The Solar Impulse 2, which left for its around-the-world journey last year in Dubai, has made stops in Oman, Myanmar, China, Japan and Hawaii. However, what was supposed to be a smooth journey turned a bit sour last year when the trailblazing aircraft's battery system sustained heat damage during its trip from Japan. As a result, the aircraft was grounded for months as its crew repaired the damage.

Eventually, the Solar Impulse 2 became airworthy once more, with one of its designated pilots, Bertrand Piccard, who alternates with Andre Borschberg after every stop on the plane's journey, taking the solar-powered plane through its riskiest leg in its journey to date.

The Hawaii-to-San Francisco leg was particularly risky due to the absence of emergency landing areas on the ocean. Thus, if the aircraft would encounter trouble, Piccard, the pilot for the leg, would be forced to parachute out of the plane and call for rescue from the sea.

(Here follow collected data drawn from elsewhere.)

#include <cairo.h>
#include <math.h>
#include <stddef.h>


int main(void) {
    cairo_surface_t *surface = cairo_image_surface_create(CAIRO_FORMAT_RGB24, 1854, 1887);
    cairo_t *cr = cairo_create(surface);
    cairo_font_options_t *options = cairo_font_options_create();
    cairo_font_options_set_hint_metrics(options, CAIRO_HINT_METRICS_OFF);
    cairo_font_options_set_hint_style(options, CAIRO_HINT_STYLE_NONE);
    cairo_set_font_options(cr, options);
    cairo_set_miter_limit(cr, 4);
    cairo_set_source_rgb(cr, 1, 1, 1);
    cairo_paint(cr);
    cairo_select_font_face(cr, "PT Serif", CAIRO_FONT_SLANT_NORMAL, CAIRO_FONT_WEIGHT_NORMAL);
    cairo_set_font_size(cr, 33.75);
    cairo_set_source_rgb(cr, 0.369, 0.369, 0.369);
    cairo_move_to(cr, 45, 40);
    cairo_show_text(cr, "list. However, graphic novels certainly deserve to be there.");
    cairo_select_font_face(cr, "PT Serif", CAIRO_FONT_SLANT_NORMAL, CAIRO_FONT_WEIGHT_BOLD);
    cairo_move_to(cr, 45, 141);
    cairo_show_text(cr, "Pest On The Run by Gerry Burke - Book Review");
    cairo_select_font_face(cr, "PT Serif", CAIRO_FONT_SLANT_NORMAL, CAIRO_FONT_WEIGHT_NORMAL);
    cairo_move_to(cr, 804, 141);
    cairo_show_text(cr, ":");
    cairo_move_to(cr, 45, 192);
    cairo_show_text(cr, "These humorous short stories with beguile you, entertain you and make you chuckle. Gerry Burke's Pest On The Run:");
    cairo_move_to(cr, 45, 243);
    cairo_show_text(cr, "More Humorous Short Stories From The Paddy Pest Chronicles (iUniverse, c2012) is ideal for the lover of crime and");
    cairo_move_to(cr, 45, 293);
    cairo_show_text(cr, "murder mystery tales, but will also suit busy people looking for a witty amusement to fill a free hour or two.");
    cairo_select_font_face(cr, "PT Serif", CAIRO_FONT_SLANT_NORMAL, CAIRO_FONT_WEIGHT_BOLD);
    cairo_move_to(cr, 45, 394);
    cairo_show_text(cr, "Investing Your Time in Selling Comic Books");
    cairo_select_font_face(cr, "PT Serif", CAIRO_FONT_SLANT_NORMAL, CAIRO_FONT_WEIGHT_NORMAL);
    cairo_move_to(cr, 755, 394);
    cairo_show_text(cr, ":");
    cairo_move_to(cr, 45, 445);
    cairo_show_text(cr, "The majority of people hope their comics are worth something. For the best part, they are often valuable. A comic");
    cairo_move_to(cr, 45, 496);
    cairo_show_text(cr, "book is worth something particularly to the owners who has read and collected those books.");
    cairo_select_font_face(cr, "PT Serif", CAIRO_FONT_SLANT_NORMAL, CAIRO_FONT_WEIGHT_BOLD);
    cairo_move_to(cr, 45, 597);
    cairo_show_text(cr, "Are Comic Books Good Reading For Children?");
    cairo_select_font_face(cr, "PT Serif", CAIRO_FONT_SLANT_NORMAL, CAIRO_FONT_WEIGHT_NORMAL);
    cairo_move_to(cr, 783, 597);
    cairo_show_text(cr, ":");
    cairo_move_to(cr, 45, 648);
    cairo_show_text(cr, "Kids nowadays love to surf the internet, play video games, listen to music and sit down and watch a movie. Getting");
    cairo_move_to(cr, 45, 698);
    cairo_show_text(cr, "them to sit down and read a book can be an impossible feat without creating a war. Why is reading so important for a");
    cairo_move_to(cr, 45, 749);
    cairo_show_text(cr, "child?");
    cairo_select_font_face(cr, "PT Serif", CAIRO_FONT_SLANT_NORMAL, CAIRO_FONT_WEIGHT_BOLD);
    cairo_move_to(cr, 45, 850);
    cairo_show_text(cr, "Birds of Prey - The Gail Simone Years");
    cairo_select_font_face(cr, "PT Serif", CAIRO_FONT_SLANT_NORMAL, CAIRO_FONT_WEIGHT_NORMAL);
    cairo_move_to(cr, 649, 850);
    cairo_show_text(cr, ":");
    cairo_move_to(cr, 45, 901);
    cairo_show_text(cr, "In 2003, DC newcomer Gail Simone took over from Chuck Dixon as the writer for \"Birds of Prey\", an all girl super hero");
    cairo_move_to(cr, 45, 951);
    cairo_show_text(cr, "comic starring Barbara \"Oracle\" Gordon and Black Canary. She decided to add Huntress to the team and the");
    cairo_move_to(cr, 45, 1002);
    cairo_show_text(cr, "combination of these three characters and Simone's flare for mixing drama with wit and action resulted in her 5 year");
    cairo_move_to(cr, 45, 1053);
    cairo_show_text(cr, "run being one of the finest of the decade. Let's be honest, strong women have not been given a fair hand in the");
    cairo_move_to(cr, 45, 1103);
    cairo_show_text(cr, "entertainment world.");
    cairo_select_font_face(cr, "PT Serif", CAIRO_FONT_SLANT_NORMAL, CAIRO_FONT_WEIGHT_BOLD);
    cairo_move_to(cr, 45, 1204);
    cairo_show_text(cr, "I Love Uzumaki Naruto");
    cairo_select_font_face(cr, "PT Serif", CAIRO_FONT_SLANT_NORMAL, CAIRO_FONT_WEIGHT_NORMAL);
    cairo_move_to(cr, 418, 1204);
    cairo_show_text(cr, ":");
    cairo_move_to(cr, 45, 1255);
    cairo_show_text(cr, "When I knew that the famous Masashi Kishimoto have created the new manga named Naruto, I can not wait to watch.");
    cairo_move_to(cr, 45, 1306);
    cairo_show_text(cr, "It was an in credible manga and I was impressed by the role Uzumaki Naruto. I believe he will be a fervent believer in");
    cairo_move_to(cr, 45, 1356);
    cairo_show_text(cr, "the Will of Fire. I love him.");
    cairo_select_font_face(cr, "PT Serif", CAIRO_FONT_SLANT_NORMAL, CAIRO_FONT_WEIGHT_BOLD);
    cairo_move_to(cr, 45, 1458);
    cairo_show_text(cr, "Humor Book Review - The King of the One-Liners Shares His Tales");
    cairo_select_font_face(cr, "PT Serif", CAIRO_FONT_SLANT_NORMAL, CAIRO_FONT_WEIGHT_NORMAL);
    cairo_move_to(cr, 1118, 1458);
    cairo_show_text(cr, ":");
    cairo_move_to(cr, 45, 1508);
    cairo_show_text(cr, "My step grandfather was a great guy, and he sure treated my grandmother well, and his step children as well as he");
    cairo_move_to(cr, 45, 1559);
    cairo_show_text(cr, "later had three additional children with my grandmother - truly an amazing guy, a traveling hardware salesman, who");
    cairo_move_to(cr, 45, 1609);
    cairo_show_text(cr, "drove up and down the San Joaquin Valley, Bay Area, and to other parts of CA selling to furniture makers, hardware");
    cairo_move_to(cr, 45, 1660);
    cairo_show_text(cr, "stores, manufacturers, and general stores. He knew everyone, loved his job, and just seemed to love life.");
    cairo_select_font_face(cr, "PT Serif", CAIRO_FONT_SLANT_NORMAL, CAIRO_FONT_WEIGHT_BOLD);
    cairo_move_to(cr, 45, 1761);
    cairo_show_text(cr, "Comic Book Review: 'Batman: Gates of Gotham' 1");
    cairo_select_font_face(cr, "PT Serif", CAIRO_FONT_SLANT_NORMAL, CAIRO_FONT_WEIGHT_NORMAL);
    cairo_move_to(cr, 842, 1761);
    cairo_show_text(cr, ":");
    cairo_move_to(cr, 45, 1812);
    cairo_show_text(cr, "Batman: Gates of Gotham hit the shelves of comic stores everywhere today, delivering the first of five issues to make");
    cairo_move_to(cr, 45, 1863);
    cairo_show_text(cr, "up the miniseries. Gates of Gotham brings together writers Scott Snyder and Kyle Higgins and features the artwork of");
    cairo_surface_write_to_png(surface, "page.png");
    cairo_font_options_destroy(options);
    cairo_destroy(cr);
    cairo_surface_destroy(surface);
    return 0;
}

Despite the dangers and the difficulties faced by the aircraft and its pilot across the Pacific, the Solar Impulse 2 triumphantly crossed the waters and entered California on Saturday.

"The Pacific is done, my friend. I love it, but it's done. It's great to be in California, the land of pioneers. Innovation and pioneering must continue. The clean tech revolution has to keep moving forward," Piccard said.

Piccard, a doctor by training and an avid adventurer at heart, further stated that crossing the Pacific was one of the "most amazing" experiences in his life. He also expressed his optimism about the future of clean air travel.

"I bet that in 10 years, electric airplanes will be transporting up to 50 people. This will happen. This is not science fiction. It is real," he said.

The Solar Impulse 2's around-the-world journey, which is the most ambitious project in clean air travel to date, is estimated to cost upward of $100 million. Despite its cost, it is nonetheless seen as a means to highlight the importance of renewable energy and, of course, the heart and spirit of technological innovation.